Page:Feydeau - Théâtre complet, volume 8, 1948.djvu/198

La bibliothèque libre.
Cette page n’a pas encore été corrigée

Stanislas, affectant le ton badin. — Le premier mois de mariage, on ne sait jamais,… il y a toujours des chances…

Sabine. — N’importe, si ce n’est que ça !…

Stanislas. — Après tout, il vaut mieux que tu saches tout… d’autant que, somme toute, il n’y a rien là de bien terrible ! N’est-ce pas, Arnold ?

Arnold. — Oh ! rien du tout, Monsieur.

Stanislas. — Eh bien ! cette femme,… c’est même pour ça que nous ne voulions pas que tu entres par là…

Arnold, appuyant. — Oh ! rien que pour ça.

Sabine. — Pour ça, quoi ?

Arnold. — Euh !… euh !… Monsieur va le dire à Madame ?…

Stanislas, qui avait cru un instant à une planche de salut, hausse les épaules vers Arnold. — Eh bien ! voilà…. cette femme… - car l’histoire du gaz, c’était pure imagination - (Riant plus que de raison.) il n’y a jamais eu la moindre fuite, tu sais… N’est-ce pas Arnold ?

Arnold. — Aucune !… Ah ! là ! là !… Pas plus de fuite que dans mon œil.

Sabine. — Bon, bon, cette femme ?

Stanislas. — Eh ! bien, cette femme… (Faisant passer Arnold au 2.) Tenez, expliquez donc ça vous-même à Madame.

Arnold. — Ah ! bon, bon.

Sabine. — Eh ! bien, voyons !…

Stanislas. — Oh ! comme tu es pressée.

Arnold, à part. — Ah ! il trouve, maintenant… ! (Haut.) Eh ! bien, voilà… ! C’est… c’est une femme…

Sabine. — Ah ! oui, ça !…

Arnold. -… une malheureuse femme qui a des crises de somnambulisme.

Sabine. — Non !

Arnold et Stanislas. — Oui ! oui !

Arnold. — Elle est connue pour ça dans le quartier. Et alors, ce matin, tout endormie, selon l’usage des somnambules, dans un simple appareil, elle se promenait le long des gouttières quand je l’ai aperçue, et j’ai profité du moment où elle passait sur le rebord de nos fenêtres pour la happer au passage et éviter ainsi peut-être un accident funeste. Voilà !

Stanislas. — Voilà !

Sabine. — Oh ! mais c’est terrible Vous avez bien fait, Arnold.

Arnold. — C’est alors que Monsieur et Madame sont arrivés et pour ne pas frapper Madame, moi…

Sabine. — Mais on ne peut pas la laisser comme ça. Il faudrait l’éveiller.

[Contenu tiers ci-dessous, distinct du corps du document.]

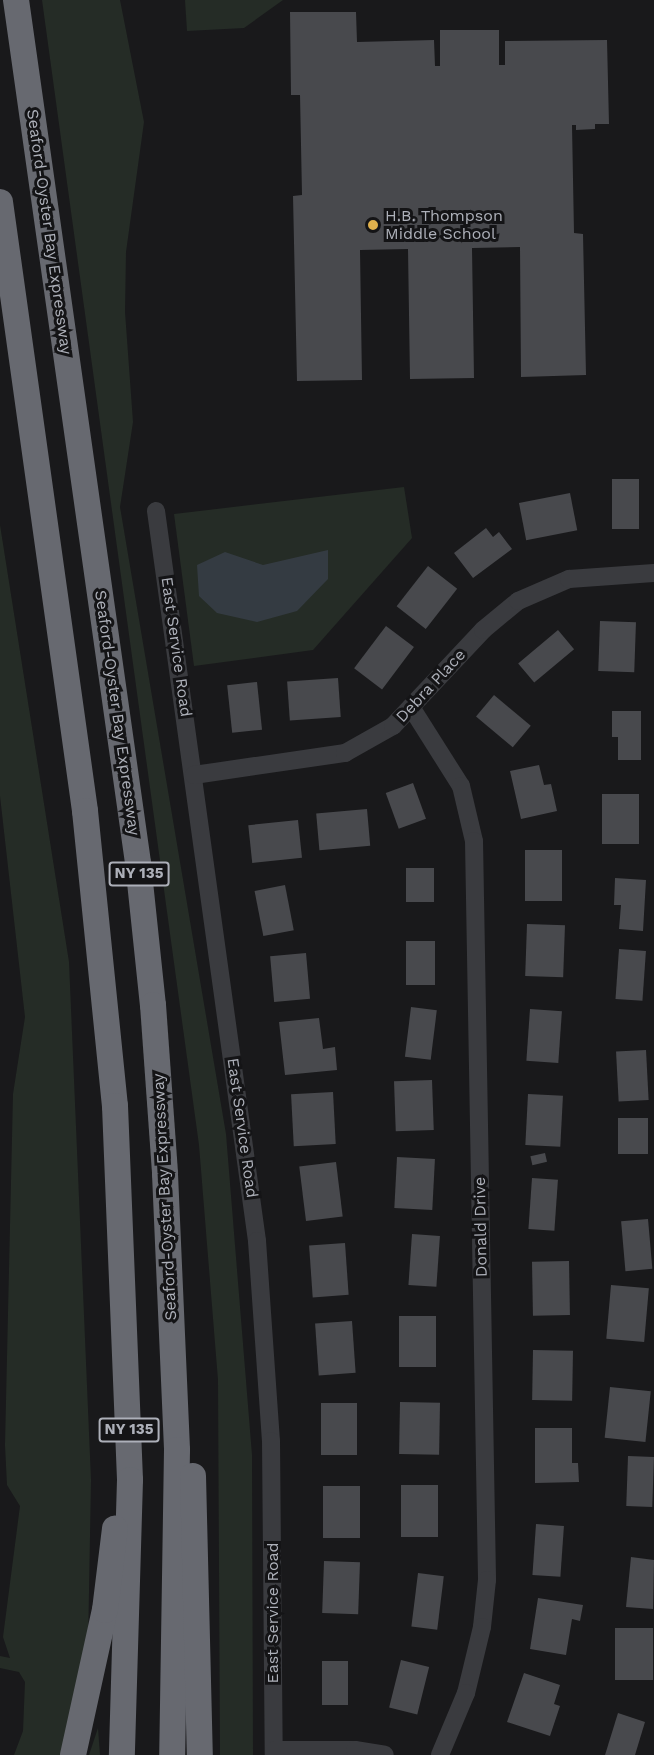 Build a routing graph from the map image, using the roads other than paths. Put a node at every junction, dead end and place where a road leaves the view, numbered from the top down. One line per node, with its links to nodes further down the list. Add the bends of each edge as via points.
1 (16, 0): 8 (highway, Seaford-Oyster Bay Expressway / NY 135, via 138,863)
2 (0, 202): 7 (highway, NY 135, via 86,811)
3 (156, 511): 6 (street, East Service Road)
4 (654, 573): 5 (street, Debra Place, via 569,579 534,592 483,630)
5 (411, 707): 6 (street, Debra Place, via 373,740 345,753 311,761); 15 (street, Donald Drive, via 461,786 474,841 487,1580 482,1627 466,1693)
6 (194, 775): 9 (street, East Service Road, via 267,1342)
7 (115, 1106): 10 (highway, via 115,1531 97,1655); 11 (highway, NY 135, via 130,1480)
8 (165, 1174): 12 (highway, Seaford-Oyster Bay Expressway / NY 135, via 177,1461); 13 (highway, via 181,1294 190,1415)
9 (274, 1752): 14 (street, via 355,1750)
10 (73, 1755)
11 (122, 1755)
12 (172, 1755)
13 (200, 1755)
14 (385, 1755)
15 (441, 1755) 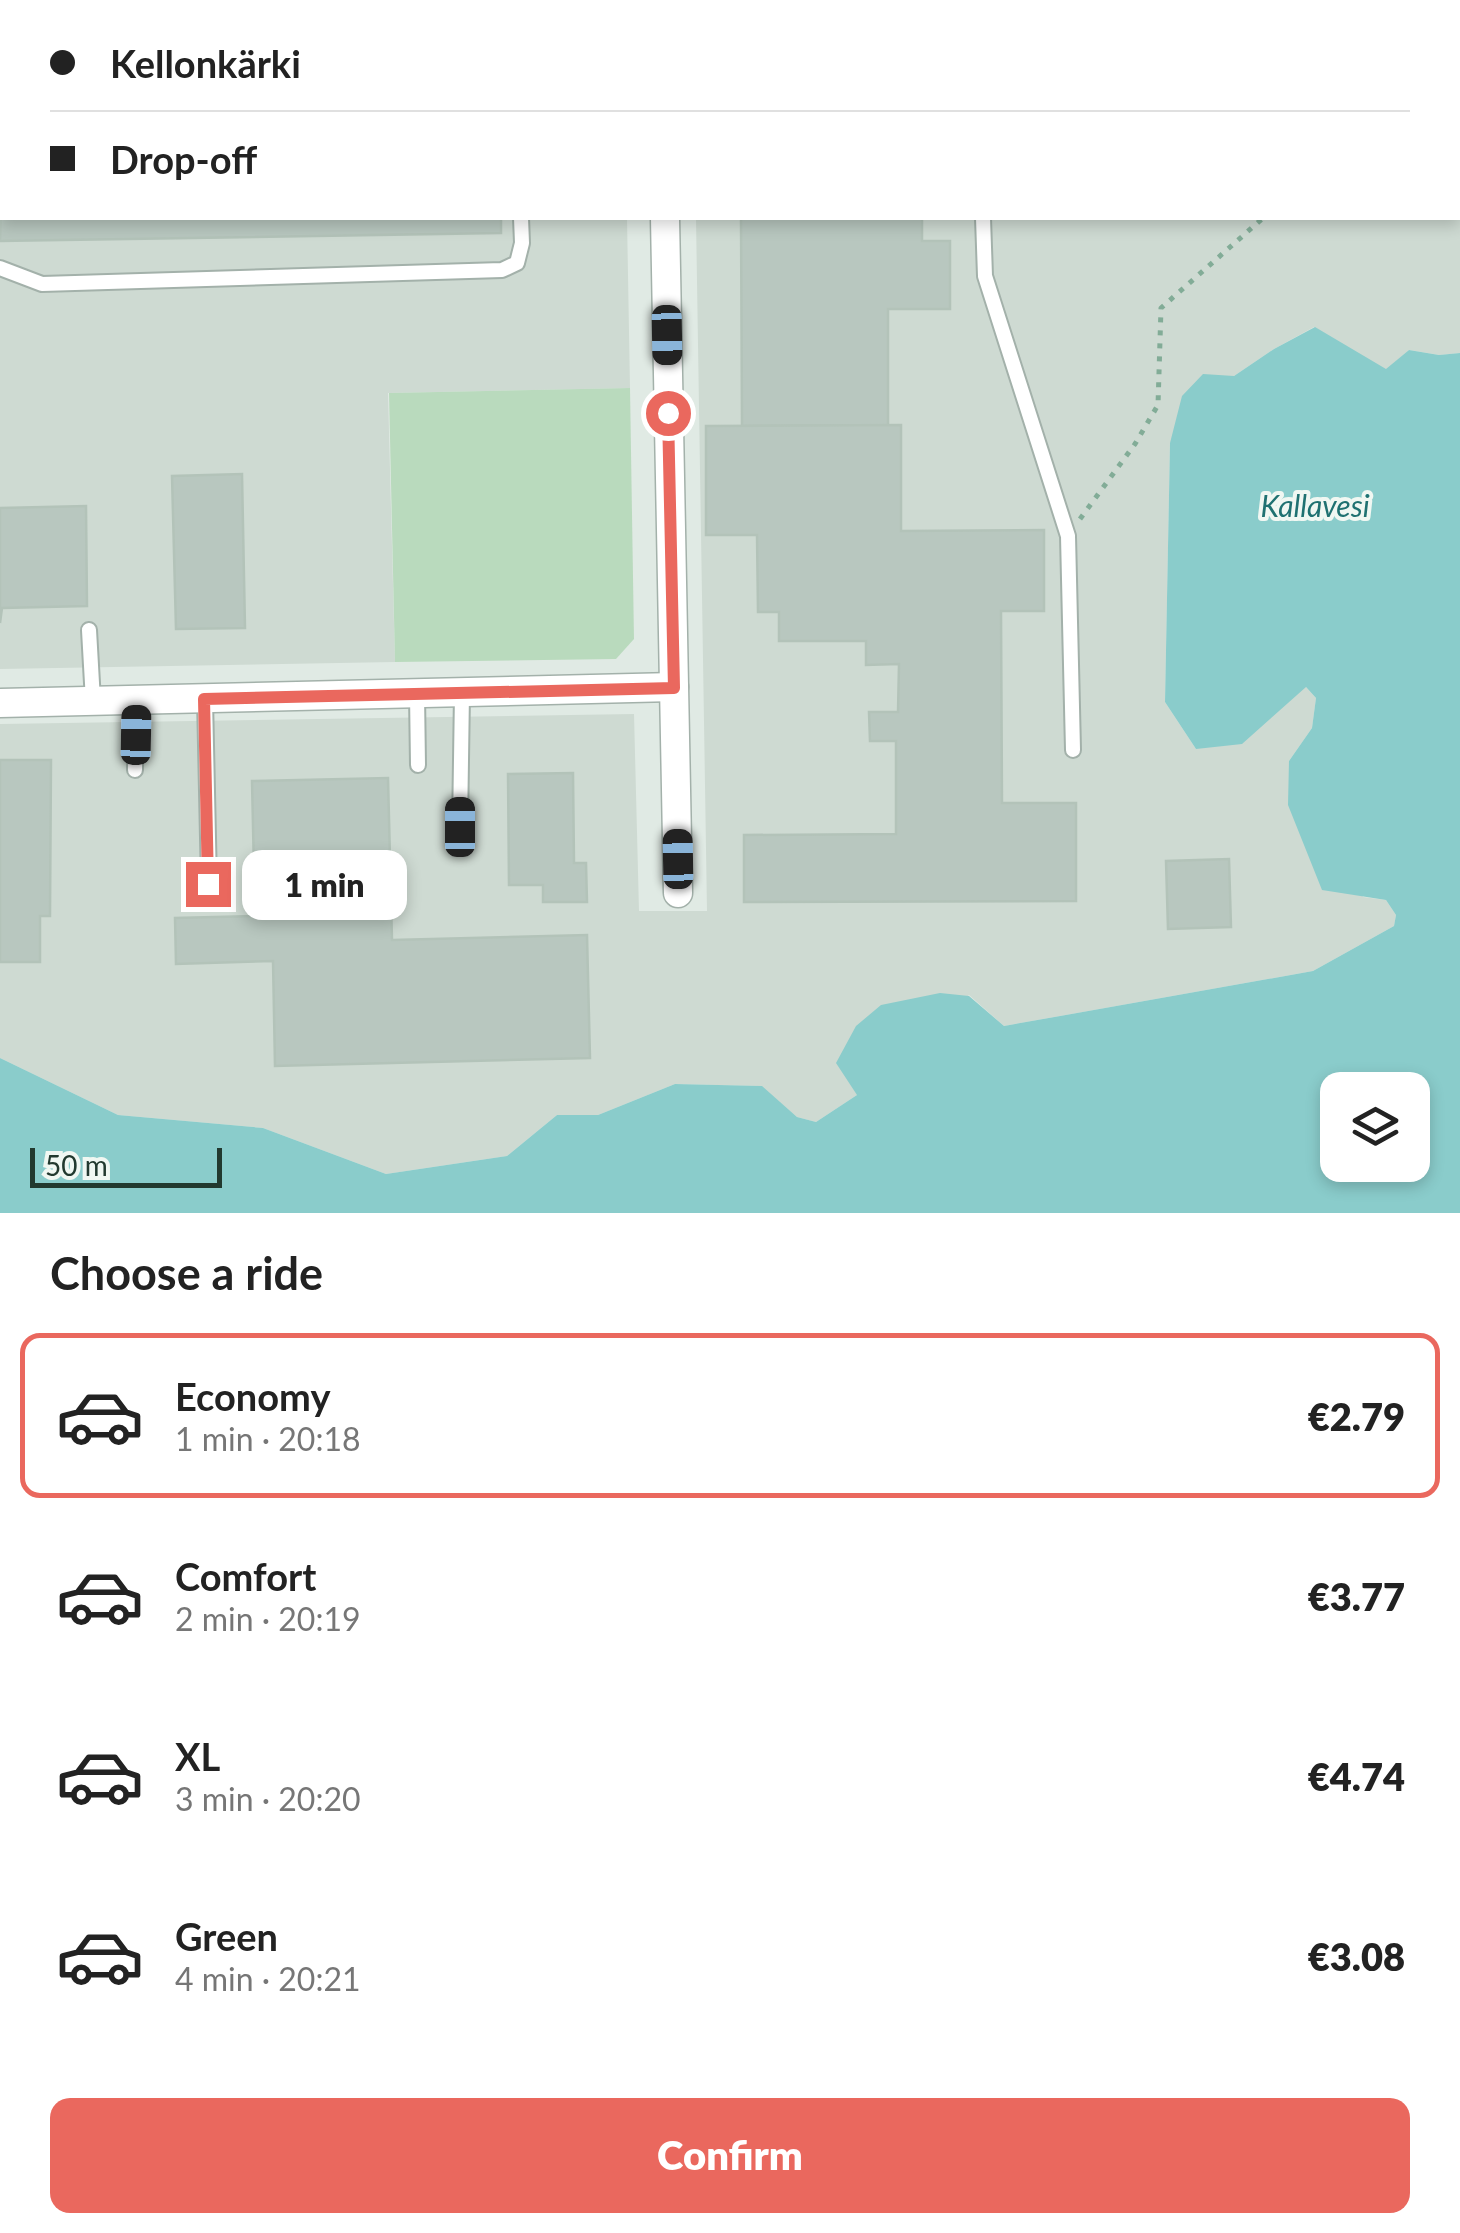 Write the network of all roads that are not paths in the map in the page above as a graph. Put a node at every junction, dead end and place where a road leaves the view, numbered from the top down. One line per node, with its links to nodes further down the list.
1 (521, 220): 4 (lane)
2 (664, 220): 6 (street)
3 (983, 220): 13 (lane)
4 (0, 268)
5 (89, 630): 11 (lane)
6 (674, 688): 7 (street); 18 (street)
7 (462, 692): 8 (street); 16 (lane)
8 (417, 694): 9 (street); 14 (lane)
9 (204, 699): 10 (street); 17 (lane)
10 (136, 700): 11 (street); 15 (lane)
11 (93, 701): 12 (street)
12 (0, 704)
13 (1072, 750)
14 (418, 765)
15 (135, 770)
16 (460, 827)
17 (208, 884)
18 (678, 893) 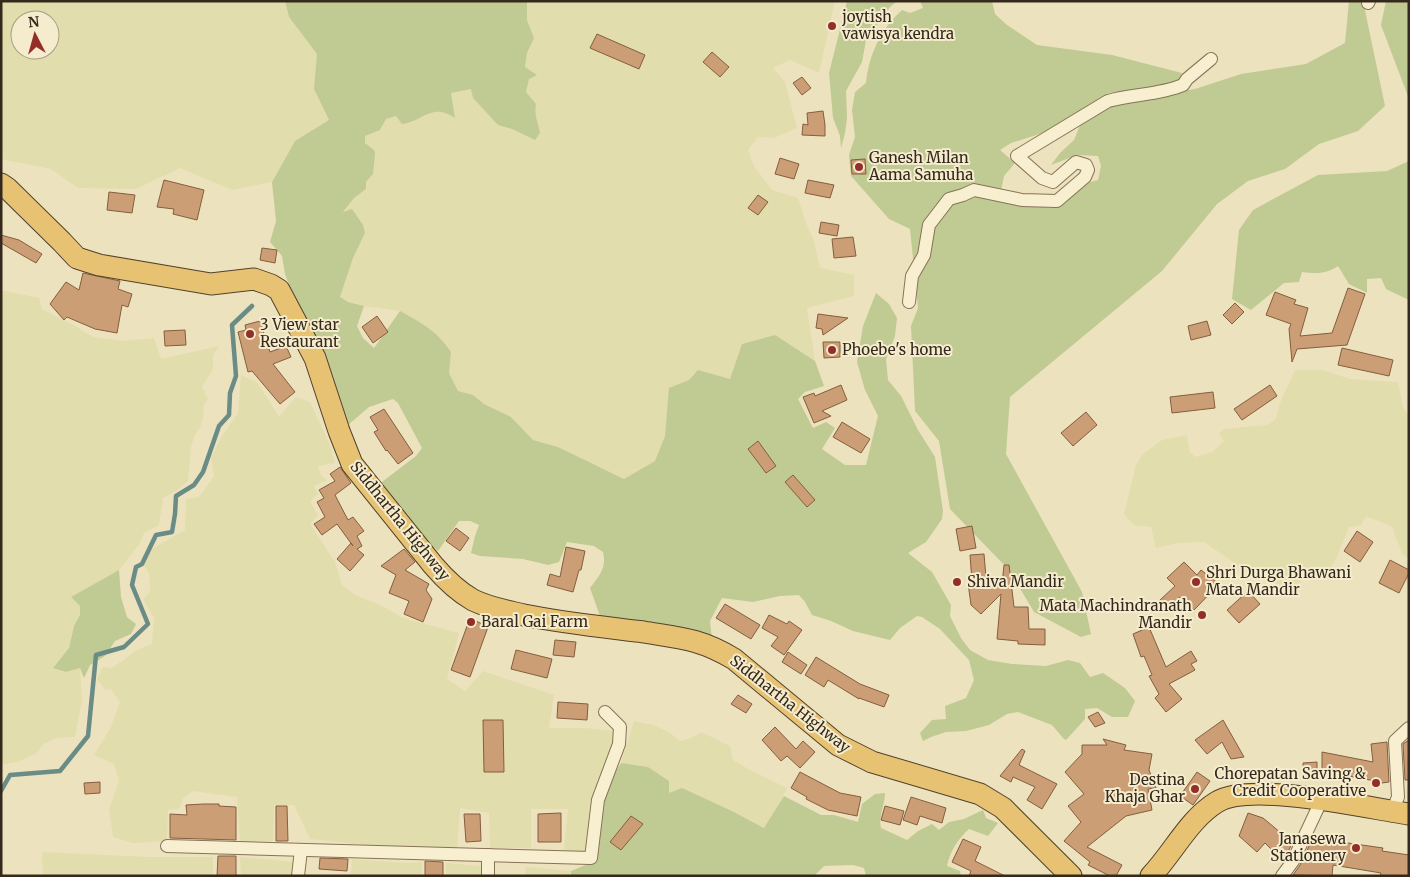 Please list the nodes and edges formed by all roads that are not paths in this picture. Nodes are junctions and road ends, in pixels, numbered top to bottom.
1 (1211, 59) dead end
2 (1, 184) edge
3 (909, 302) dead end
4 (605, 712) dead end
5 (1409, 728) edge
6 (1322, 800) junction
7 (1401, 813) edge
8 (167, 846) dead end
9 (300, 850) junction
10 (488, 855) junction
11 (298, 876) edge
12 (488, 876) edge
13 (1071, 876) edge
14 (1151, 876) edge
15 (1282, 876) edge

1 - 3 street
2 - 13 highway, Siddhartha Highway
4 - 10 street
5 - 7 street
6 - 7 highway
6 - 14 highway
6 - 15 street
8 - 9 street
9 - 10 street
9 - 11 street
10 - 12 street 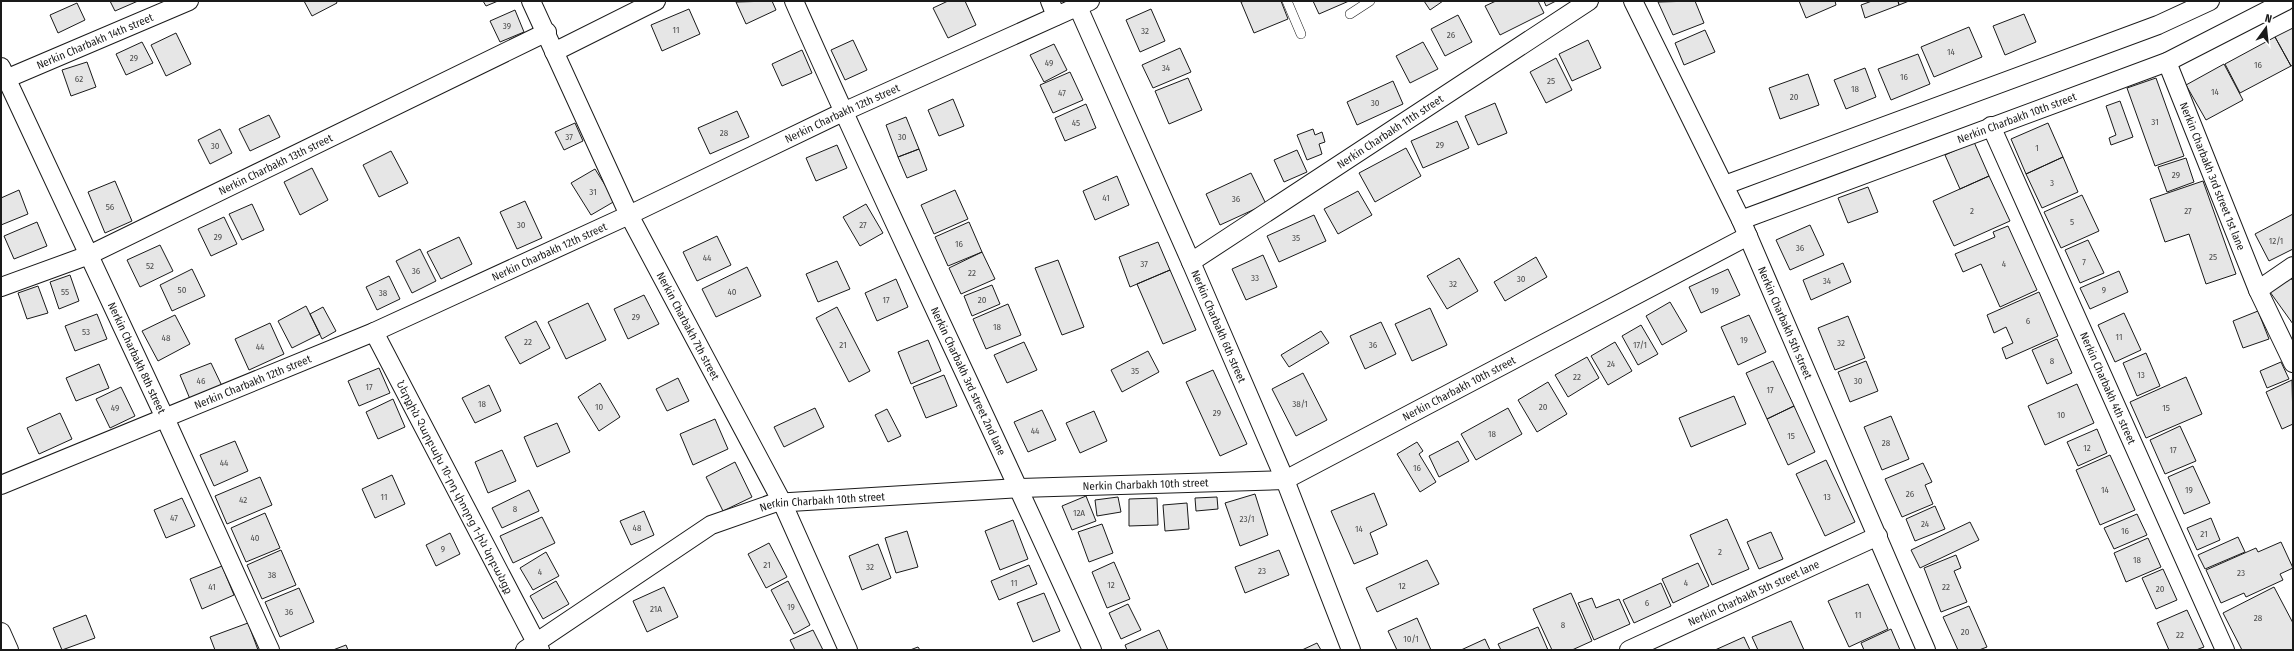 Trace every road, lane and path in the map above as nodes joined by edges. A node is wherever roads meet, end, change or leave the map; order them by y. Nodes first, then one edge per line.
1 (189, 1) edge
2 (531, 1) edge
3 (656, 1) edge
4 (794, 1) edge
5 (1287, 1) edge
6 (1370, 1) edge
7 (1589, 1) edge
8 (1633, 1) edge
9 (2210, 1) edge
10 (2286, 1) edge
11 (1084, 4) edge
12 (1053, 9) edge
13 (1350, 14) dead end
14 (547, 32) junction
15 (1301, 34) dead end
16 (554, 52) junction
17 (2167, 62) junction
18 (3, 75) edge
19 (843, 112) junction
20 (1991, 126) junction
21 (1725, 185) junction
22 (629, 215) junction
23 (1745, 228) junction
24 (89, 255) junction
25 (1191, 262) junction
26 (2293, 266) edge
27 (1, 287) edge
28 (2258, 290) junction
29 (374, 332) junction
30 (2293, 363) edge
31 (165, 418) junction
32 (1285, 480) junction
33 (1, 485) edge
34 (1020, 488) junction
35 (782, 502) junction
36 (1878, 536) junction
37 (1, 632) edge
38 (533, 648) edge
39 (9, 650) edge
40 (270, 650) edge
41 (848, 650) edge
42 (1092, 650) edge
43 (1351, 650) edge
44 (1629, 650) edge
45 (1926, 650) edge
46 (2225, 650) edge

1 - 18 street, Nerkin Charbakh 14th street
2 - 14 street, Nerkin Charbakh 7th street
3 - 16 street
4 - 19 street, Nerkin Charbakh 3rd street 2nd lane
5 - 15 lane
6 - 13 lane
7 - 25 street, Nerkin Charbakh 11th street
8 - 21 street, Nerkin Charbakh 5th street
9 - 21 street
10 - 17 street, Nerkin Charbakh 10th street
11 - 12 street, Nerkin Charbakh 12th street
11 - 25 street, Nerkin Charbakh 6th street
12 - 19 street, Nerkin Charbakh 12th street
14 - 16 street, Nerkin Charbakh 7th street
14 - 24 street, Nerkin Charbakh 13th street
16 - 22 street, Nerkin Charbakh 7th street
17 - 20 street, Nerkin Charbakh 10th street
17 - 28 street, Nerkin Charbakh 3rd street 1st lane
18 - 24 street, Nerkin Charbakh 8th street
19 - 22 street, Nerkin Charbakh 12th street
19 - 34 street, Nerkin Charbakh 3rd street 2nd lane
20 - 23 street, Nerkin Charbakh 10th street
20 - 46 street, Nerkin Charbakh 4th street
21 - 23 street, Nerkin Charbakh 5th street
22 - 29 street, Nerkin Charbakh 12th street
22 - 35 street, Nerkin Charbakh 7th street
23 - 32 street, Nerkin Charbakh 10th street
23 - 36 street, Nerkin Charbakh 5th street
24 - 27 street, Nerkin Charbakh 13th street
24 - 31 street, Nerkin Charbakh 8th street
25 - 32 street, Nerkin Charbakh 6th street
26 - 28 street
28 - 30 street, Nerkin Charbakh 3rd street 1st lane
29 - 31 street, Nerkin Charbakh 12th street
29 - 38 street, Ներքին Չարբախ 10-րդ փողոց 1-ին նրբանցք
31 - 33 street, Nerkin Charbakh 12th street
31 - 40 street, Nerkin Charbakh 8th street
32 - 34 street, Nerkin Charbakh 10th street
32 - 43 street, Nerkin Charbakh 6th street
34 - 35 street, Nerkin Charbakh 10th street
34 - 42 street, Nerkin Charbakh 3rd street 2nd lane
35 - 38 street, Nerkin Charbakh 10th street
35 - 41 street, Nerkin Charbakh 7th street
36 - 44 street, Nerkin Charbakh 5th street lane
36 - 45 street, Nerkin Charbakh 5th street
37 - 39 street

Stanislas. — Jamais !… (Eprouvant le besoin de donner une explication à ce cri du cœur.) Jamais éveiller une somnambule.

Arnold. — Jamais !

Sabine. — En tout cas, il faut chercher un médecin. Il saura ce qu’il y a à faire. Vite, courez !…

Stanislas. — Ah tu crois que…

Sabine. — Oui, oui, on n’a pas le droit de laisser son prochain…

Stanislas. — Eh bien ! alors toi, tu vas t’enfermer chez toi, pendant que nous…

Sabine, les poussant vers le fond. — Oui, mais allez ! allez ! ne perdez pas de temps !

Stanislas. — Nous allons ! nous allons !… Venez Arnold. Toi, rentre !

Sabine. — Mais oui, mais oui, allez ! allez ! (Ils sortent. Redescendant.)